Uncomment the reset() and you should see the change :

Foo [value=0]

Foo [value=1]

Foo [value=2]

Foo [value=3]

Foo [value=4]

Foo [value=5]

Foo [value=6]

Foo [value=7]

Foo [value=8]

Foo [value=9]

flush in java.io.FileWriter

Writers and streams usually buffer some of your output data in memory and try to write it in bigger blocks at a time. flushing will cause an immediate write to disk from the buffer, so if the program crashes that data won't be lost. Of course there's no guarantee, as the disk may not physically write the data immediately, so it could still be lost. But then it wouldn't be the Java program's fault :)
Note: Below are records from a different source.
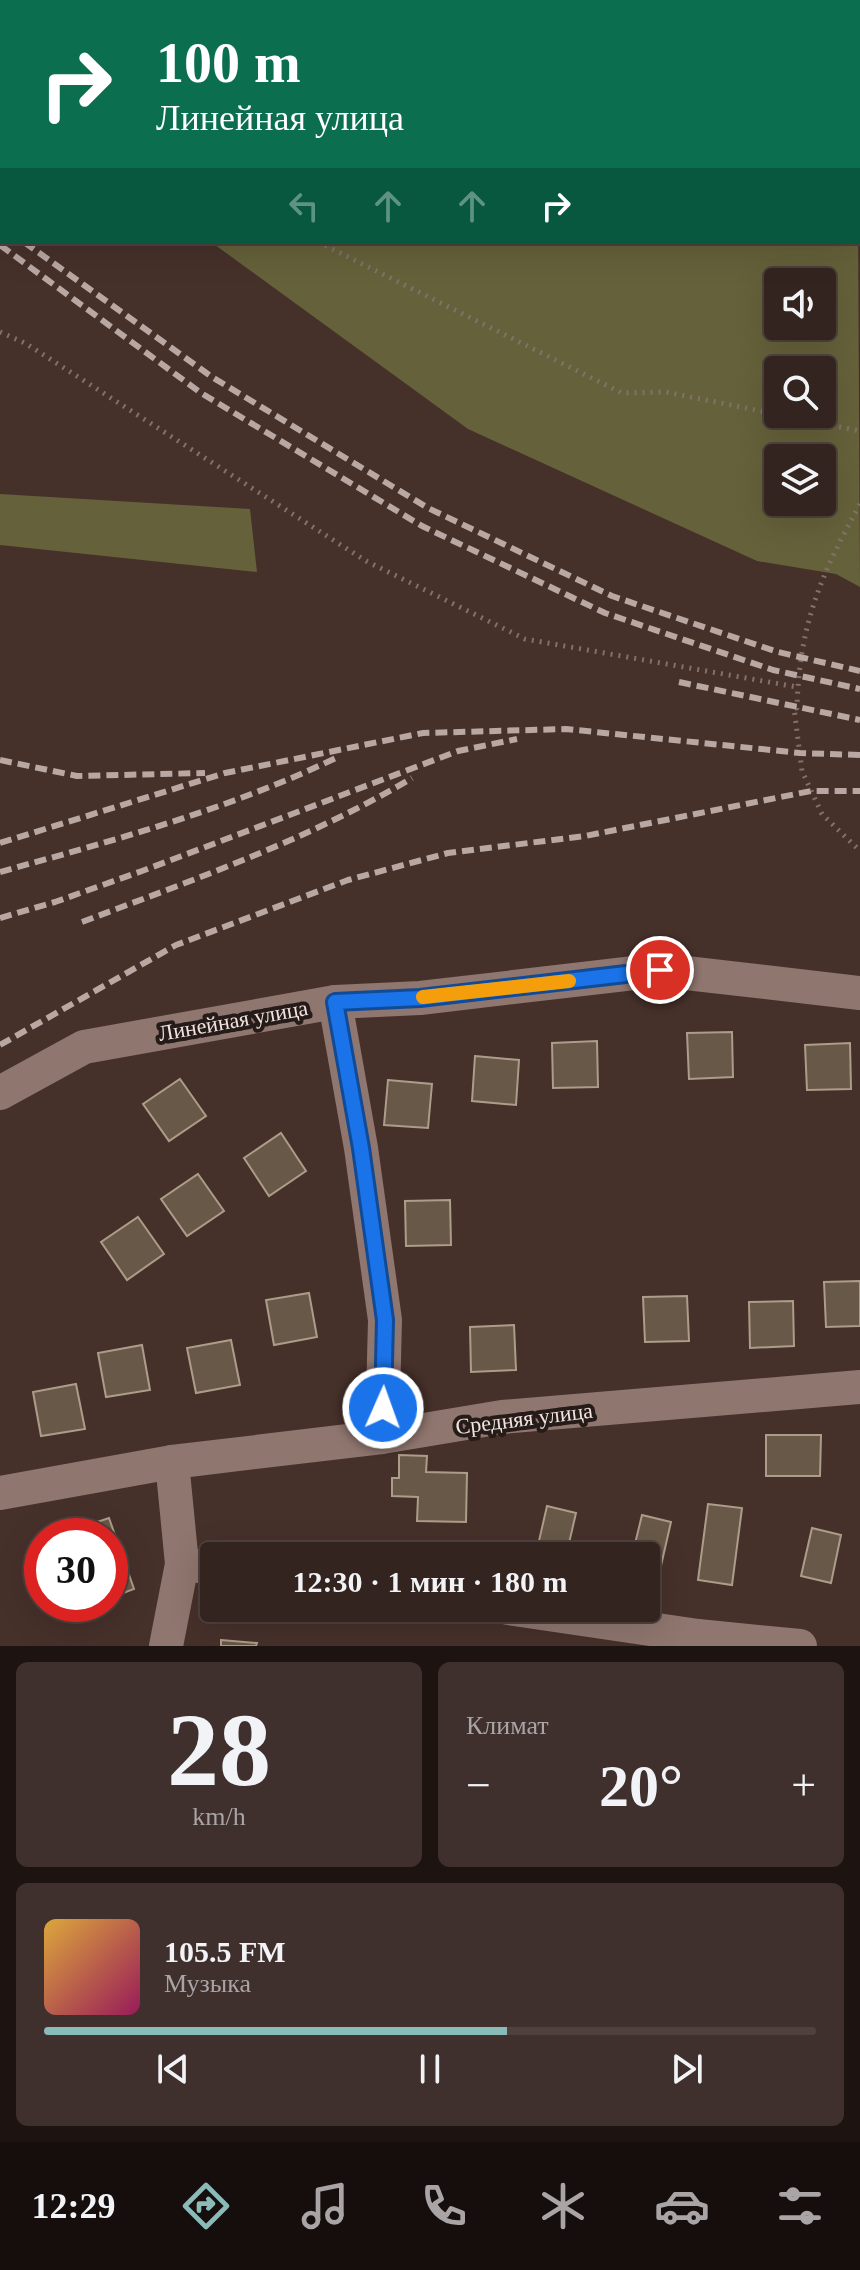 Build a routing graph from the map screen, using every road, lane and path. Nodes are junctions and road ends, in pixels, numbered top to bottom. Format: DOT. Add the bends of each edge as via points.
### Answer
graph roads {
  1 [pos="322,244"];
  2 [pos="0,332"];
  3 [pos="860,431"];
  4 [pos="860,504"];
  5 [pos="797,687"];
  6 [pos="860,851"];
  7 [pos="860,993"];
  8 [pos="335,1002"];
  9 [pos="0,1093"];
  10 [pos="860,1387"];
  11 [pos="382,1437"];
  12 [pos="172,1462"];
  13 [pos="0,1493"];
  14 [pos="198,1566"];
  15 [pos="589,1622"];
  16 [pos="698,1641"];
  17 [pos="166,1646"];
  18 [pos="800,1646"];
  1 -- 3 [label="path" via="622,393 666,392"];
  2 -- 5 [label="path" via="366,561 525,639"];
  4 -- 5 [label="path" via="828,562 807,620"];
  5 -- 6 [label="path" via="794,708 802,771 822,814"];
  7 -- 8 [label="street, Линейная улица" via="660,970 420,998"];
  8 -- 9 [label="street, Линейная улица" via="84,1047"];
  8 -- 11 [label="street" via="385,1320"];
  10 -- 11 [label="street, Средняя улица" via="502,1417"];
  11 -- 12 [label="street, Средняя улица"];
  12 -- 13 [label="street, Средняя улица"];
  12 -- 14 [label="street"];
  14 -- 17 [label="street"];
  15 -- 16 [label="street"];
  16 -- 18 [label="street"];
}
PrintWriters auto-flush (by default) when you write an end-of-line, and of course streams and buffers flush when you close them. Other than that, there's flushing only when the buffer is full.

Why is it necessary to flush the output buffer when it was just created?

This is needed when using either ObjectInputStream and ObjectOutputStream, because they send a header over the stream before the first write is called. The call to flush() will send that header to the remote side.

According to the spec, the header exists of the following contents:

magic version

If the header doesn't arrive at the moment a ObjectInputStream is build, this call will hang until it received the header bytes.

This means that if the protocol in question is written with ObjectStreams, it should flush after creating a ObjectOutputStream.

difference between flush and close function in case of filewriter in java

flush() writes the content of the buffer to the destination and makes the buffer empty for further data to store but it does not closes the stream permanently. That means you can still write some more data to the stream.

But close() closes the stream permanently. If you want to write some data further, then you have to reopen the stream again and append the data with the existing ones.

Should I also flush() a stream when I'm done with it, or is close() enough?

Close will automatically flush your stream, so yoou dont have to flush the stream while closing. Flush is useful when you are in the middle of writing to a stream and want to push the intermediate values to the file/output stream, so that if the program crashes the data wont be lost.

From Java 7 and higher you can make use of try-with-resources to avoid writing the clean up code for cleaning up the streams.

The try-with-resources statement is a try statement that declares one or more resources. A resource is an object that must be closed after the program is finished with it. The try-with-resources statement ensures that each resource is closed at the end of the statement.